**Records from a dataset**

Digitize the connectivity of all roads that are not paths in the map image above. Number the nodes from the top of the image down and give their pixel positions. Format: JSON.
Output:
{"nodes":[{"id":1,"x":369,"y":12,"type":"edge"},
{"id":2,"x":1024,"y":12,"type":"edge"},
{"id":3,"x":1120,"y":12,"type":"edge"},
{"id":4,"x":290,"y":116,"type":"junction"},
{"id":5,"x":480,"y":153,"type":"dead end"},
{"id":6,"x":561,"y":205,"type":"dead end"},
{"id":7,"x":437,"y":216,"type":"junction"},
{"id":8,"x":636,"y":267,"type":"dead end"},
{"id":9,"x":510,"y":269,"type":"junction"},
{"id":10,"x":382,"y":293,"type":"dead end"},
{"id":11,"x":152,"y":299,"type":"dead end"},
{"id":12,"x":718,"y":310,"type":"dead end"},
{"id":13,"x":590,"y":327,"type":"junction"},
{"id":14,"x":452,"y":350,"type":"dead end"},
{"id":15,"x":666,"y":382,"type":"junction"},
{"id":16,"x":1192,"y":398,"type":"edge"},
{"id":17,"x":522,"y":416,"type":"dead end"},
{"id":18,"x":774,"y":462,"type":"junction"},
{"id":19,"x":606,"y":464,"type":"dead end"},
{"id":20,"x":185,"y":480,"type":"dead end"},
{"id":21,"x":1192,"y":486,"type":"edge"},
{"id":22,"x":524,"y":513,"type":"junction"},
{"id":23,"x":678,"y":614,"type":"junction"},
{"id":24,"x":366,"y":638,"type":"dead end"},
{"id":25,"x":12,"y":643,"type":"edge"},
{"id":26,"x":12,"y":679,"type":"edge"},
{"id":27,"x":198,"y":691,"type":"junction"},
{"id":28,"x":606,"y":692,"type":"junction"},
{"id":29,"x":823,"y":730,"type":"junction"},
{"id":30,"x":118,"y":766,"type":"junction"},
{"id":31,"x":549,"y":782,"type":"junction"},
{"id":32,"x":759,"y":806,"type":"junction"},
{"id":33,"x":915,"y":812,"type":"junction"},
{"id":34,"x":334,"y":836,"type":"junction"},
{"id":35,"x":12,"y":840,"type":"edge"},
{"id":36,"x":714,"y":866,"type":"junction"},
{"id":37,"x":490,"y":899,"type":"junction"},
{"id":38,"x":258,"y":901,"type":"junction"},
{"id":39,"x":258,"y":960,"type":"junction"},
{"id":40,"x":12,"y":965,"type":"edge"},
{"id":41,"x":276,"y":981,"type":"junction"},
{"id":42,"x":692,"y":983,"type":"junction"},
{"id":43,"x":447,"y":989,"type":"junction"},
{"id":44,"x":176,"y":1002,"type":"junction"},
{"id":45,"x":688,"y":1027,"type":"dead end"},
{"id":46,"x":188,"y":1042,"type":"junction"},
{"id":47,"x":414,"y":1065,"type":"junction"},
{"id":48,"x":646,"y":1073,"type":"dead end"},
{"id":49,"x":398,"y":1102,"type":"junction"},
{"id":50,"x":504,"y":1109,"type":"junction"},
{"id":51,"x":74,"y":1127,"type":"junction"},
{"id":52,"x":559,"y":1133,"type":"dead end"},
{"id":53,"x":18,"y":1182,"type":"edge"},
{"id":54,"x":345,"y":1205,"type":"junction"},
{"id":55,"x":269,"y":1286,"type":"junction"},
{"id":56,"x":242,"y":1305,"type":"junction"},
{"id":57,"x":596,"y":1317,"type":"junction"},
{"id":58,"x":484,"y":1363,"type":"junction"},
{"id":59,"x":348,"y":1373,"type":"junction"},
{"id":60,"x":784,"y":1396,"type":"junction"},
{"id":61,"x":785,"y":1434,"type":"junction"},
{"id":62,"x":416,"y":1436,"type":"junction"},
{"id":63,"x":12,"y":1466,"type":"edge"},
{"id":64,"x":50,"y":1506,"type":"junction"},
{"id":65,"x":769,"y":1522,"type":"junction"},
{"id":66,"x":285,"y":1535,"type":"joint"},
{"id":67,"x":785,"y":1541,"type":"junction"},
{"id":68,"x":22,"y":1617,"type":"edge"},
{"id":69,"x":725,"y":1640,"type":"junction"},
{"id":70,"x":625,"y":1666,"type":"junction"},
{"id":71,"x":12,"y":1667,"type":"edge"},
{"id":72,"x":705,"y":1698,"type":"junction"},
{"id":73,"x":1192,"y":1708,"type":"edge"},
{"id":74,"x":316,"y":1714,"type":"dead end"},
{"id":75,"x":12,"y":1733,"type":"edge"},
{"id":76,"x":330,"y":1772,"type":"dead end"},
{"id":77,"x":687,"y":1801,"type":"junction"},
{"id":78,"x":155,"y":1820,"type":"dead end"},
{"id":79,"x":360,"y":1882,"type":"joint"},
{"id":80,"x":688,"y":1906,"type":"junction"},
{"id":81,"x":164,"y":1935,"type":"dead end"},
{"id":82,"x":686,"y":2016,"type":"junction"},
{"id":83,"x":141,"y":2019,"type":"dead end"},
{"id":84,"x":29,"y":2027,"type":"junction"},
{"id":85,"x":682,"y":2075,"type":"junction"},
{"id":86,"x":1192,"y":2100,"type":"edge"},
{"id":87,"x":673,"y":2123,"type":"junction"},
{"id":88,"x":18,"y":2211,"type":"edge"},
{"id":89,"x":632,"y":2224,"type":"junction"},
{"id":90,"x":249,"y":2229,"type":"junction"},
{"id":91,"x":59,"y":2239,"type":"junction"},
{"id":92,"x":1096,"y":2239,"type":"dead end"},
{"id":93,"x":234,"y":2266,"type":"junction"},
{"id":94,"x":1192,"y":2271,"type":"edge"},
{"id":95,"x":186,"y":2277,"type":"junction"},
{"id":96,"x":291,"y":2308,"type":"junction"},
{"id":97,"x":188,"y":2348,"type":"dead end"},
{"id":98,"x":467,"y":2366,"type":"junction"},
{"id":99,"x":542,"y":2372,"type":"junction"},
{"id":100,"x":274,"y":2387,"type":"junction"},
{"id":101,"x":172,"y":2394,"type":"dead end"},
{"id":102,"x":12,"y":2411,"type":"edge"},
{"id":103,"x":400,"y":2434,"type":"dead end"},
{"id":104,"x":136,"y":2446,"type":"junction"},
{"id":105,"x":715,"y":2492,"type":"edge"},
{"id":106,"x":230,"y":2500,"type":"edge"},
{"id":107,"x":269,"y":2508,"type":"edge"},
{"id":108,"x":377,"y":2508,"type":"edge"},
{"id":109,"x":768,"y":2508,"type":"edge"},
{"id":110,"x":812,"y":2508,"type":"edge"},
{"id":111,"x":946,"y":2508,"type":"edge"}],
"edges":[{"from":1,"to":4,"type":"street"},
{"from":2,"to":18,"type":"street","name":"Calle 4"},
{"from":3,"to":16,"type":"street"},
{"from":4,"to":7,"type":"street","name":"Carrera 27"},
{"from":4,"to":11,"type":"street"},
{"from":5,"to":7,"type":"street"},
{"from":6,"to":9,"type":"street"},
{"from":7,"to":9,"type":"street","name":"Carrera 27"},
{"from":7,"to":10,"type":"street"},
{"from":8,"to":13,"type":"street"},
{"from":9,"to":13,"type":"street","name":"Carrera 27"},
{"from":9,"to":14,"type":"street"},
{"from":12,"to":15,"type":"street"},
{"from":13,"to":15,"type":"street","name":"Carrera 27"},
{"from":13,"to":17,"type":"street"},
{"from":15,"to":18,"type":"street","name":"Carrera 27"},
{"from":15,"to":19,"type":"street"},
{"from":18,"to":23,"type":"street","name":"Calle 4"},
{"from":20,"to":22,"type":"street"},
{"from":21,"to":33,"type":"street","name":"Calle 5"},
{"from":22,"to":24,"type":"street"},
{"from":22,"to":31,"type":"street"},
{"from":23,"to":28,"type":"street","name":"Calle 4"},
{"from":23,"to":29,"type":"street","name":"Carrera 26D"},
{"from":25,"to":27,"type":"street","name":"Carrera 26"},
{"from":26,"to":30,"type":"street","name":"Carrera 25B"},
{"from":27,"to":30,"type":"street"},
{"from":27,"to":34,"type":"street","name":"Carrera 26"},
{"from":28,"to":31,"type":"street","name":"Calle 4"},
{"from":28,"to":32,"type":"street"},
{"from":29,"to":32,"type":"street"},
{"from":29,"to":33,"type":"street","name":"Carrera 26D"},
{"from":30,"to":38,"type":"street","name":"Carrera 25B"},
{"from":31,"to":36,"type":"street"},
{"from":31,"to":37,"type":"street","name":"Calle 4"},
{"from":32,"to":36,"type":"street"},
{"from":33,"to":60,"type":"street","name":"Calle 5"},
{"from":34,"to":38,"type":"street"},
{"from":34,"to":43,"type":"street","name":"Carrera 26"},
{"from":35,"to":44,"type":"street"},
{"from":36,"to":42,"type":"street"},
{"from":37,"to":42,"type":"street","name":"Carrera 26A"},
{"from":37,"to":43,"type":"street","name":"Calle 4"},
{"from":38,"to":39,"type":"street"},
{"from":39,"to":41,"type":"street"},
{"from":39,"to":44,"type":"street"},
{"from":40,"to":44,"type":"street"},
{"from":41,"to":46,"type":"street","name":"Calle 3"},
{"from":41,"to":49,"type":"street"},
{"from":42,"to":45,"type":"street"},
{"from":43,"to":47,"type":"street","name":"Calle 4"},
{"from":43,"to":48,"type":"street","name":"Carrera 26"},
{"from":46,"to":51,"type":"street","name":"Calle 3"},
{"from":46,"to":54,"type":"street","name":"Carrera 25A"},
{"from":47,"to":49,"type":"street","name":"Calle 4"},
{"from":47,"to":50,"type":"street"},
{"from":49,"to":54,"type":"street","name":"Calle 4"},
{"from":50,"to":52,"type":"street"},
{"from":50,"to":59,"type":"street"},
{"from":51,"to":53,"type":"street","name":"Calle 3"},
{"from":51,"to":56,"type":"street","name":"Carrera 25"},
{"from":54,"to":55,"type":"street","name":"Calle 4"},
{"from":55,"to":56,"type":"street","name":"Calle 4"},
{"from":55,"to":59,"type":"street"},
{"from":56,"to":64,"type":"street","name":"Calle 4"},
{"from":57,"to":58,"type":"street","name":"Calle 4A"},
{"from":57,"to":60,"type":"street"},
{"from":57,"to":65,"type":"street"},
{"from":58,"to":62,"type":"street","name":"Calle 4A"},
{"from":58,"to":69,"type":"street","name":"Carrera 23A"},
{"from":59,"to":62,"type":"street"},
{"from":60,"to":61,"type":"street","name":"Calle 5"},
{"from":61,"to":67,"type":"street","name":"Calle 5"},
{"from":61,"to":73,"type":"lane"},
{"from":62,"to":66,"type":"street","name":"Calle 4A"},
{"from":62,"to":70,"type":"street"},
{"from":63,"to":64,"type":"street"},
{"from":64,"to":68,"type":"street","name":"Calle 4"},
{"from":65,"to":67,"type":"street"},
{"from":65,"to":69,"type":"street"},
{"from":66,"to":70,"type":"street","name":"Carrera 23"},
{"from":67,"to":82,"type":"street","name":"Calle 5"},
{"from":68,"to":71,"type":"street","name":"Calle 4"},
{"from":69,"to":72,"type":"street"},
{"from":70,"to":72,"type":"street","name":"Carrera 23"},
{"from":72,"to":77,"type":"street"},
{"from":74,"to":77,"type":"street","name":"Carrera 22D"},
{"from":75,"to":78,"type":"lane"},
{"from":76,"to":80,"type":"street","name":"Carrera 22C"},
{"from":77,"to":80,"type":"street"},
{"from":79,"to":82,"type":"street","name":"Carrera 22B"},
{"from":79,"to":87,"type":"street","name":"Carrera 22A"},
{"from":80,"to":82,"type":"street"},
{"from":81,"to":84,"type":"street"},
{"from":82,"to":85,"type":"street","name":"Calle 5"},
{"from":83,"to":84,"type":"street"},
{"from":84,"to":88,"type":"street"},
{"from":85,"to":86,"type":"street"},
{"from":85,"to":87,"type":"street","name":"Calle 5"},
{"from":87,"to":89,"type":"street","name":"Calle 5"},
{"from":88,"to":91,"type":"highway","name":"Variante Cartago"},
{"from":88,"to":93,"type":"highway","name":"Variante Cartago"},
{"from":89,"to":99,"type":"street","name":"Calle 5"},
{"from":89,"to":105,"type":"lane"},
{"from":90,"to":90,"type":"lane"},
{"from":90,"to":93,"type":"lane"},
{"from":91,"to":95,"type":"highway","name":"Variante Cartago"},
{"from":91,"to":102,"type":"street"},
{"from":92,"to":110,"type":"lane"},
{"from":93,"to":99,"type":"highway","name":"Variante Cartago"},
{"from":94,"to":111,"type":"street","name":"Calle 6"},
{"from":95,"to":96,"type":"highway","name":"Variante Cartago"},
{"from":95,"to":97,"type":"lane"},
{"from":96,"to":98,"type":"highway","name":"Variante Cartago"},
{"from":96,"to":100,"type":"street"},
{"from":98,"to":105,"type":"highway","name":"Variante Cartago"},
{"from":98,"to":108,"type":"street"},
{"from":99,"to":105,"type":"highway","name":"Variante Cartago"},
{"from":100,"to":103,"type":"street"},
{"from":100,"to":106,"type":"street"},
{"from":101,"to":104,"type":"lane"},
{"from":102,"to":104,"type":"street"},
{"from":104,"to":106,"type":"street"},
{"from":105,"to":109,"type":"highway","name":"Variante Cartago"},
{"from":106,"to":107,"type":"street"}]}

**WHAT YOU ARE ASKED TO DO**
Pull every line holding "highway" out of the records.

**REPLY**
{"from":88,"to":91,"type":"highway","name":"Variante Cartago"},
{"from":88,"to":93,"type":"highway","name":"Variante Cartago"},
{"from":91,"to":95,"type":"highway","name":"Variante Cartago"},
{"from":93,"to":99,"type":"highway","name":"Variante Cartago"},
{"from":95,"to":96,"type":"highway","name":"Variante Cartago"},
{"from":96,"to":98,"type":"highway","name":"Variante Cartago"},
{"from":98,"to":105,"type":"highway","name":"Variante Cartago"},
{"from":99,"to":105,"type":"highway","name":"Variante Cartago"},
{"from":105,"to":109,"type":"highway","name":"Variante Cartago"},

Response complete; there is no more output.